[Records drawn from a dataset]
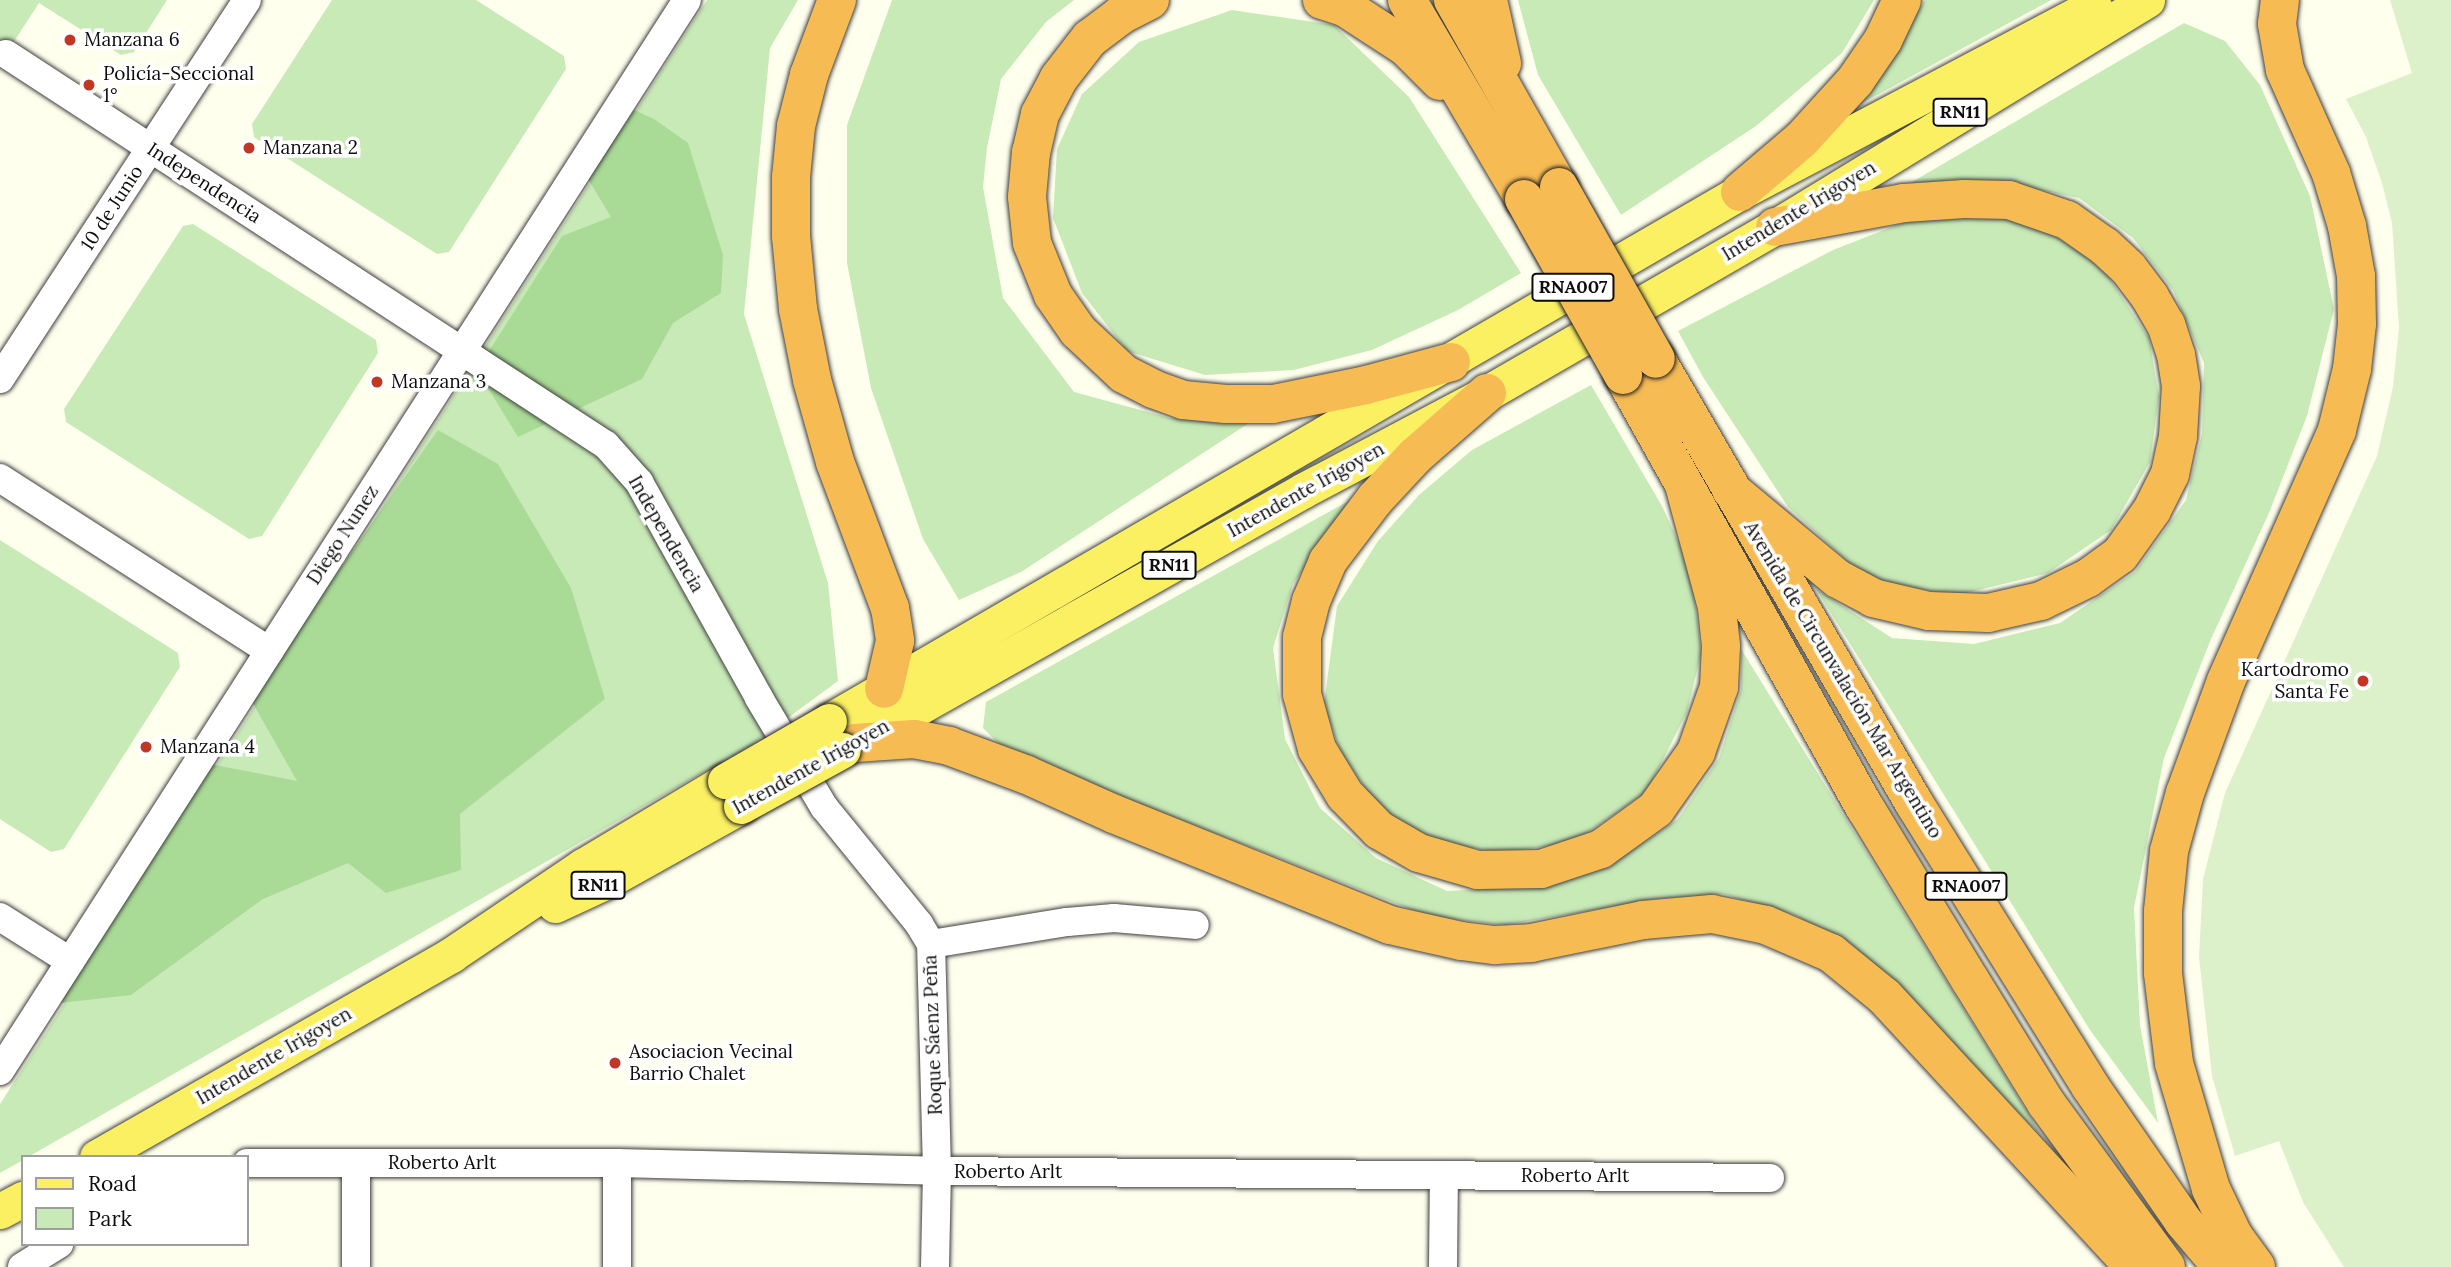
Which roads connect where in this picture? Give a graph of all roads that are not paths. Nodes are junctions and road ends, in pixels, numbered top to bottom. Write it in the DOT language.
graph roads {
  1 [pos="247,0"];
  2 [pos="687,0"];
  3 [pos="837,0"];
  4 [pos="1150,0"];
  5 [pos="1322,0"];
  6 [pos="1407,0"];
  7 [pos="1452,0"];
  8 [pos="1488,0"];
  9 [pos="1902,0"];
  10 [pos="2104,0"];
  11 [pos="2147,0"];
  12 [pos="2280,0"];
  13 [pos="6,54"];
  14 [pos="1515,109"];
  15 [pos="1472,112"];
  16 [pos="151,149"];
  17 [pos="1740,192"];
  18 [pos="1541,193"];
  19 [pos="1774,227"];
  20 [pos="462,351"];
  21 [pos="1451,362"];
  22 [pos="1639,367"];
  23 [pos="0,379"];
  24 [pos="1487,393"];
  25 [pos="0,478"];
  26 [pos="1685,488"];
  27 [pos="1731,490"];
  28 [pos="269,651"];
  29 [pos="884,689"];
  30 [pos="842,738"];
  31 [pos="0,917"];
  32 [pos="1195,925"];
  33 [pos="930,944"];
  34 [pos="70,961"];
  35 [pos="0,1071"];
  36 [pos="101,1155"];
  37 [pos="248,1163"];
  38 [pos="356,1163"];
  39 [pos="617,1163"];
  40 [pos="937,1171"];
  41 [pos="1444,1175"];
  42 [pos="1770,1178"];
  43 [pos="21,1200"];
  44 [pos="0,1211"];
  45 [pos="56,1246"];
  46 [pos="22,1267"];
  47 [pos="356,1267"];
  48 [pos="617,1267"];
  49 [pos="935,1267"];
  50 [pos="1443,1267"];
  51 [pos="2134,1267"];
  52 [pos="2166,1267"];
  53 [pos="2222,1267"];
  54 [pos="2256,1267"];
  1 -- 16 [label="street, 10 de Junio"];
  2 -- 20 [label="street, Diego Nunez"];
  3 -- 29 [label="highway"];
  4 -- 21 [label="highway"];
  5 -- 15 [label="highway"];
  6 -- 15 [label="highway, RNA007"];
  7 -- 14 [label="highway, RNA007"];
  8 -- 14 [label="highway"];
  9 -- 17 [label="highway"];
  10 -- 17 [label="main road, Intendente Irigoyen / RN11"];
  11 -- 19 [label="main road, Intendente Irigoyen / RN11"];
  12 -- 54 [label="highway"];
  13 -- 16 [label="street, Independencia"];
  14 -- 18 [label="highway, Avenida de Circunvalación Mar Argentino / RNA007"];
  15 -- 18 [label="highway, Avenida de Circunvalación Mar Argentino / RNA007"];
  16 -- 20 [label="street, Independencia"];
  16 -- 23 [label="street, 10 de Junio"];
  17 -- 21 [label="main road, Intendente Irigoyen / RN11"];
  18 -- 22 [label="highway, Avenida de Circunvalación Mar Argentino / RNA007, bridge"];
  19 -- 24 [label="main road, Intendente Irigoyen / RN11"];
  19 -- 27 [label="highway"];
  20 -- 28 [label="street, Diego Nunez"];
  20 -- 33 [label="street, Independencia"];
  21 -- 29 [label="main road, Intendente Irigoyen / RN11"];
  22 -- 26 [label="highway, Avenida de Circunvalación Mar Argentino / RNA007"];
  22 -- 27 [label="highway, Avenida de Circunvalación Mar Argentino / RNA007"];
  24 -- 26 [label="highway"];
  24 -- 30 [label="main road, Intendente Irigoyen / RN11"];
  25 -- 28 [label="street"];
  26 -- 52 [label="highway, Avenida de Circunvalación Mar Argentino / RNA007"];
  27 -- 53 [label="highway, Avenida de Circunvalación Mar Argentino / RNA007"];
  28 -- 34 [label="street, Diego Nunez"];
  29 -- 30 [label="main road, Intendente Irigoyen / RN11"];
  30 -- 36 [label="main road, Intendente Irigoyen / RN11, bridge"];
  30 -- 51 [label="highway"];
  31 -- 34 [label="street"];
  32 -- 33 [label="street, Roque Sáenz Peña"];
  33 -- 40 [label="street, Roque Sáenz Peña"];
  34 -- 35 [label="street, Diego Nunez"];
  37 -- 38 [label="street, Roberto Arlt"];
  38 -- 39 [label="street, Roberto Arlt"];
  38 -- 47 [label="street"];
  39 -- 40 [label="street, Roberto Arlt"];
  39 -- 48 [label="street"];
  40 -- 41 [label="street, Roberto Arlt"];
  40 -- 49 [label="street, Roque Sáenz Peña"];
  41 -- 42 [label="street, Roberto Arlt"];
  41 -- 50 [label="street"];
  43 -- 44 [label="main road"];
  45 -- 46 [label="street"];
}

*Work required:*
Across the entries above, how many lines include the word "Roque"? Give only the number.

*Reply to the task:*
3